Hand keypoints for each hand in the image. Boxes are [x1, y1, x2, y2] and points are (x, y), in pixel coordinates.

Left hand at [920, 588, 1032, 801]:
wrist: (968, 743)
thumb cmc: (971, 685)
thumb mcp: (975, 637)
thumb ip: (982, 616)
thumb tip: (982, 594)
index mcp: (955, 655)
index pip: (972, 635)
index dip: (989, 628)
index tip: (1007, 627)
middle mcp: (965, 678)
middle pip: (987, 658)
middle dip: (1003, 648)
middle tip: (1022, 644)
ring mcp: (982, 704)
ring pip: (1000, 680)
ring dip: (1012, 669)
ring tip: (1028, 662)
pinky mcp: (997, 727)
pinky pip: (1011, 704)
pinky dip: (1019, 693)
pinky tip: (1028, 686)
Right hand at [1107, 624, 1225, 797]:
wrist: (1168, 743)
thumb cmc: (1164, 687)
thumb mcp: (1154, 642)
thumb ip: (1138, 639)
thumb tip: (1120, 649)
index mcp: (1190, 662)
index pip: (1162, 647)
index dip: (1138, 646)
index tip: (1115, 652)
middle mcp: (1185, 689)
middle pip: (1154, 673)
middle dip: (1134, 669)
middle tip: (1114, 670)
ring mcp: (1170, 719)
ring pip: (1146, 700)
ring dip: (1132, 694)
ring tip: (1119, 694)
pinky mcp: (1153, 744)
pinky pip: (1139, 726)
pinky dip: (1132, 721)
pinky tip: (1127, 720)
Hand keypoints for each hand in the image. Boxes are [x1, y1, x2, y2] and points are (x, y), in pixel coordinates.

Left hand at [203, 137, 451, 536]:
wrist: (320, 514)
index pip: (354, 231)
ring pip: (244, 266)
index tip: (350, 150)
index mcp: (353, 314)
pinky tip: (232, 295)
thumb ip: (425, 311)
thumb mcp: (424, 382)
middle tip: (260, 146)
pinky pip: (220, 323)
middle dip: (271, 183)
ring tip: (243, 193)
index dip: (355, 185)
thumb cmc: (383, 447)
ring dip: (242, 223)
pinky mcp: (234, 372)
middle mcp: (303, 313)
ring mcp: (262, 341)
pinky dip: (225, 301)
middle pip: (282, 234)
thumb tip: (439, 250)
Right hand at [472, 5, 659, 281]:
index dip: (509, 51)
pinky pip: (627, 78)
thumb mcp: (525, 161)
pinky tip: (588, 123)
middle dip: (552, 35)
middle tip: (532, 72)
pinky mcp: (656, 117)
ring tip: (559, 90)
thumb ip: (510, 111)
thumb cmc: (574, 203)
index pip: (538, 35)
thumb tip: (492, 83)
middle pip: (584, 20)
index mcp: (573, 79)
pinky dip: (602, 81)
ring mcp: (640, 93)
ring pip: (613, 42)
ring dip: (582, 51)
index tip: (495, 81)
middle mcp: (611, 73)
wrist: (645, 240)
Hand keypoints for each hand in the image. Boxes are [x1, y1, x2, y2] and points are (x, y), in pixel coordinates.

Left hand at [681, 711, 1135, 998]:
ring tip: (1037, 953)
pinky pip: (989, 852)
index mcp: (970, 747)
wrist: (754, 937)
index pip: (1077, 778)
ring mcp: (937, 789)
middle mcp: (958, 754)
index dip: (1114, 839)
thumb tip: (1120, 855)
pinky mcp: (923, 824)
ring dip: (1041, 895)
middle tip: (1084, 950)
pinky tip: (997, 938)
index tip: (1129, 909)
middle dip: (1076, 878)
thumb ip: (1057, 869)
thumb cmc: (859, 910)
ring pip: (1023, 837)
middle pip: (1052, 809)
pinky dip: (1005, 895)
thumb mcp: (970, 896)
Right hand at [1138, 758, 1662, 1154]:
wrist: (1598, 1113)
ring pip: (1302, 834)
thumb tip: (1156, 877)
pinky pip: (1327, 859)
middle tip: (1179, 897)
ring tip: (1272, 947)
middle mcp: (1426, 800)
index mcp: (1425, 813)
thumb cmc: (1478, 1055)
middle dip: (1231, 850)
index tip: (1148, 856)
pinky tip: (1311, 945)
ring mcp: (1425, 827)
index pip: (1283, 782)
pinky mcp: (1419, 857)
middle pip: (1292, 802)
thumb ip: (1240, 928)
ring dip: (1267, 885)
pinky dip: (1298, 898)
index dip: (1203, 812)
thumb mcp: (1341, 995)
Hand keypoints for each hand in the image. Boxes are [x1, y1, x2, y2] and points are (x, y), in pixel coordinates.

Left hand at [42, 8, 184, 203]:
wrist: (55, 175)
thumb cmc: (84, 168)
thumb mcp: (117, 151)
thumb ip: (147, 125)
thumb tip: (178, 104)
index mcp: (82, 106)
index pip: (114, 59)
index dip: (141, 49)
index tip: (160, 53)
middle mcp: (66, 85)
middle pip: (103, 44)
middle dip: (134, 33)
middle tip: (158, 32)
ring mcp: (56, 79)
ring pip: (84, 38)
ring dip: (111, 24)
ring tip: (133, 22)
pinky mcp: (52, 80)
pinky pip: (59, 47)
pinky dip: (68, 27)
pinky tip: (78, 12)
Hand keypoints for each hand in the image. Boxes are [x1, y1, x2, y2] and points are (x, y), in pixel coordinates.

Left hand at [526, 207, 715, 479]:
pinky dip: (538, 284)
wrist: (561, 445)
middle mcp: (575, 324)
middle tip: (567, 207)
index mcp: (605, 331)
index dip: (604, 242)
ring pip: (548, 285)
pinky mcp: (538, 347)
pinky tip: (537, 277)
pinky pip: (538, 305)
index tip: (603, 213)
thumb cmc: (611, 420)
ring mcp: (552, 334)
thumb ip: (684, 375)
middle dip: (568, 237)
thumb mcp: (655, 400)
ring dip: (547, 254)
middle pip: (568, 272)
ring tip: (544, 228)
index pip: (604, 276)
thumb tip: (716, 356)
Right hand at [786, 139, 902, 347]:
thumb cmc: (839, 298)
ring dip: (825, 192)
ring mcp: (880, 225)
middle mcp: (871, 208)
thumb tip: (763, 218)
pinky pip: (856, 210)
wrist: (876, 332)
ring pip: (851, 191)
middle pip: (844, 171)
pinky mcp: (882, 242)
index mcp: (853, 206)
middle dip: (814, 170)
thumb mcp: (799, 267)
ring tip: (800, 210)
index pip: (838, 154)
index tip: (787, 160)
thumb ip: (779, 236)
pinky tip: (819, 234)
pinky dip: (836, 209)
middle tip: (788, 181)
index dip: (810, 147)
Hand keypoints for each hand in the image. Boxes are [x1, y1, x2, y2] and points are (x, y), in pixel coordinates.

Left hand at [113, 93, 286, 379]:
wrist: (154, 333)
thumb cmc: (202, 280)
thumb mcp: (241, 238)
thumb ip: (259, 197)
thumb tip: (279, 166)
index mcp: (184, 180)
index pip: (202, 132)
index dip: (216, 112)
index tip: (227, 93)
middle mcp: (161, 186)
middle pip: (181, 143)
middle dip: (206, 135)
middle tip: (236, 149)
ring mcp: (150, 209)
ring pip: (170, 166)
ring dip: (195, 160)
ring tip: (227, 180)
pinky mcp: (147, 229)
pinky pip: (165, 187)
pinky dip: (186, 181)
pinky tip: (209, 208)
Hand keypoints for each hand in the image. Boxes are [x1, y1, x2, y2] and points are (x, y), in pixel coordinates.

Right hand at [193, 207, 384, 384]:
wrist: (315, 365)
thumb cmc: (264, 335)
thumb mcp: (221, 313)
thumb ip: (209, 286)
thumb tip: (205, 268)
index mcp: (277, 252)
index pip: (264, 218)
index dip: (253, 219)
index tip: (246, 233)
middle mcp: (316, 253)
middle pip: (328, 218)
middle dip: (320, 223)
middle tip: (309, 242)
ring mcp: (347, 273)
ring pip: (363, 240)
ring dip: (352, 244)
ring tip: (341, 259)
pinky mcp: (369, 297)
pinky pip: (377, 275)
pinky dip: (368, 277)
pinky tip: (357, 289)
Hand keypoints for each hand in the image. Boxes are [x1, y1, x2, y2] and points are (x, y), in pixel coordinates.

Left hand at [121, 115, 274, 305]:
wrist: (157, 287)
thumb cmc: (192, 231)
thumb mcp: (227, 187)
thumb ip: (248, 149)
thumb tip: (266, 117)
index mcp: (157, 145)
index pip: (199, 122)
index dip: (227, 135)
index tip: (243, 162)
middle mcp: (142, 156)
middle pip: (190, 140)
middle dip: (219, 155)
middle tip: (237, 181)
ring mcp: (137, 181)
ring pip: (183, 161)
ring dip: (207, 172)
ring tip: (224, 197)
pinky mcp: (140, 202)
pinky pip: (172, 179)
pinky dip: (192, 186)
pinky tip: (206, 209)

########

What the exercise asks
An exact copy of the lines above, from the one containing "middle tip: (567, 207)" through the one containing "thumb tip: (266, 117)", is the whole of the answer.

Answer space
middle tip: (567, 207)
index mcp: (605, 331)
index dip: (604, 242)
ring pip: (548, 285)
pinky mcp: (538, 347)
pinky tip: (537, 277)
pinky pip: (538, 305)
index tip: (603, 213)
thumb cmc: (611, 420)
ring mcp: (552, 334)
thumb ip: (684, 375)
middle dip: (568, 237)
thumb mcp: (655, 400)
ring dip: (547, 254)
middle pip: (568, 272)
ring tip: (544, 228)
index pip: (604, 276)
thumb tip: (716, 356)
Right hand at [786, 139, 902, 347]:
thumb cmc: (839, 298)
ring dip: (825, 192)
ring mcp: (880, 225)
middle mcp: (871, 208)
thumb tip: (763, 218)
pinky pip: (856, 210)
wrist: (876, 332)
ring pip: (851, 191)
middle pip: (844, 171)
pinky mcp: (882, 242)
index mcp: (853, 206)
middle dip: (814, 170)
thumb mcp: (799, 267)
ring tip: (800, 210)
index pip: (838, 154)
index tip: (787, 160)
thumb ip: (779, 236)
pinky tip: (819, 234)
pinky dip: (836, 209)
middle tip: (788, 181)
index dip: (810, 147)
Hand keypoints for each hand in the image. Boxes are [x1, y1, x2, y2] and points are (x, y), in pixel coordinates.

Left hand at [113, 93, 286, 379]:
wrist: (154, 333)
thumb cmc: (202, 280)
thumb mcp: (241, 238)
thumb ip: (259, 197)
thumb tip: (279, 166)
index mcp: (184, 180)
index pip: (202, 132)
index dip: (216, 112)
index tip: (227, 93)
middle mcp: (161, 186)
middle pip: (181, 143)
middle dip: (206, 135)
middle tip: (236, 149)
ring mcp: (150, 209)
ring pip: (170, 166)
ring dip: (195, 160)
ring tip: (227, 180)
pinky mcp: (147, 229)
pinky pip: (165, 187)
pinky dip: (186, 181)
pinky tip: (209, 208)
Hand keypoints for each hand in the image. Boxes are [x1, y1, x2, y2] and points are (x, y), in pixel coordinates.

Right hand at [193, 207, 384, 384]:
wrist: (315, 365)
thumb cmc: (264, 335)
thumb mcp: (221, 313)
thumb ip: (209, 286)
thumb tip: (205, 268)
index mcp: (277, 252)
index pip: (264, 218)
index dip: (253, 219)
index tip: (246, 233)
middle mcp: (316, 253)
middle pip: (328, 218)
middle dip: (320, 223)
middle tip: (309, 242)
ring mcp: (347, 273)
ring pip: (363, 240)
ring dip: (352, 244)
ring tip: (341, 259)
pinky mcp: (369, 297)
pinky pip: (377, 275)
pinky dip: (368, 277)
pinky tip: (357, 289)
Hand keypoints for each hand in the image. Boxes are [x1, y1, x2, y2] and points are (x, y), in pixel coordinates.

Left hand at [121, 115, 274, 305]:
wrist: (157, 287)
thumb cmc: (192, 231)
thumb mcp: (227, 187)
thumb ip: (248, 149)
thumb tip: (266, 117)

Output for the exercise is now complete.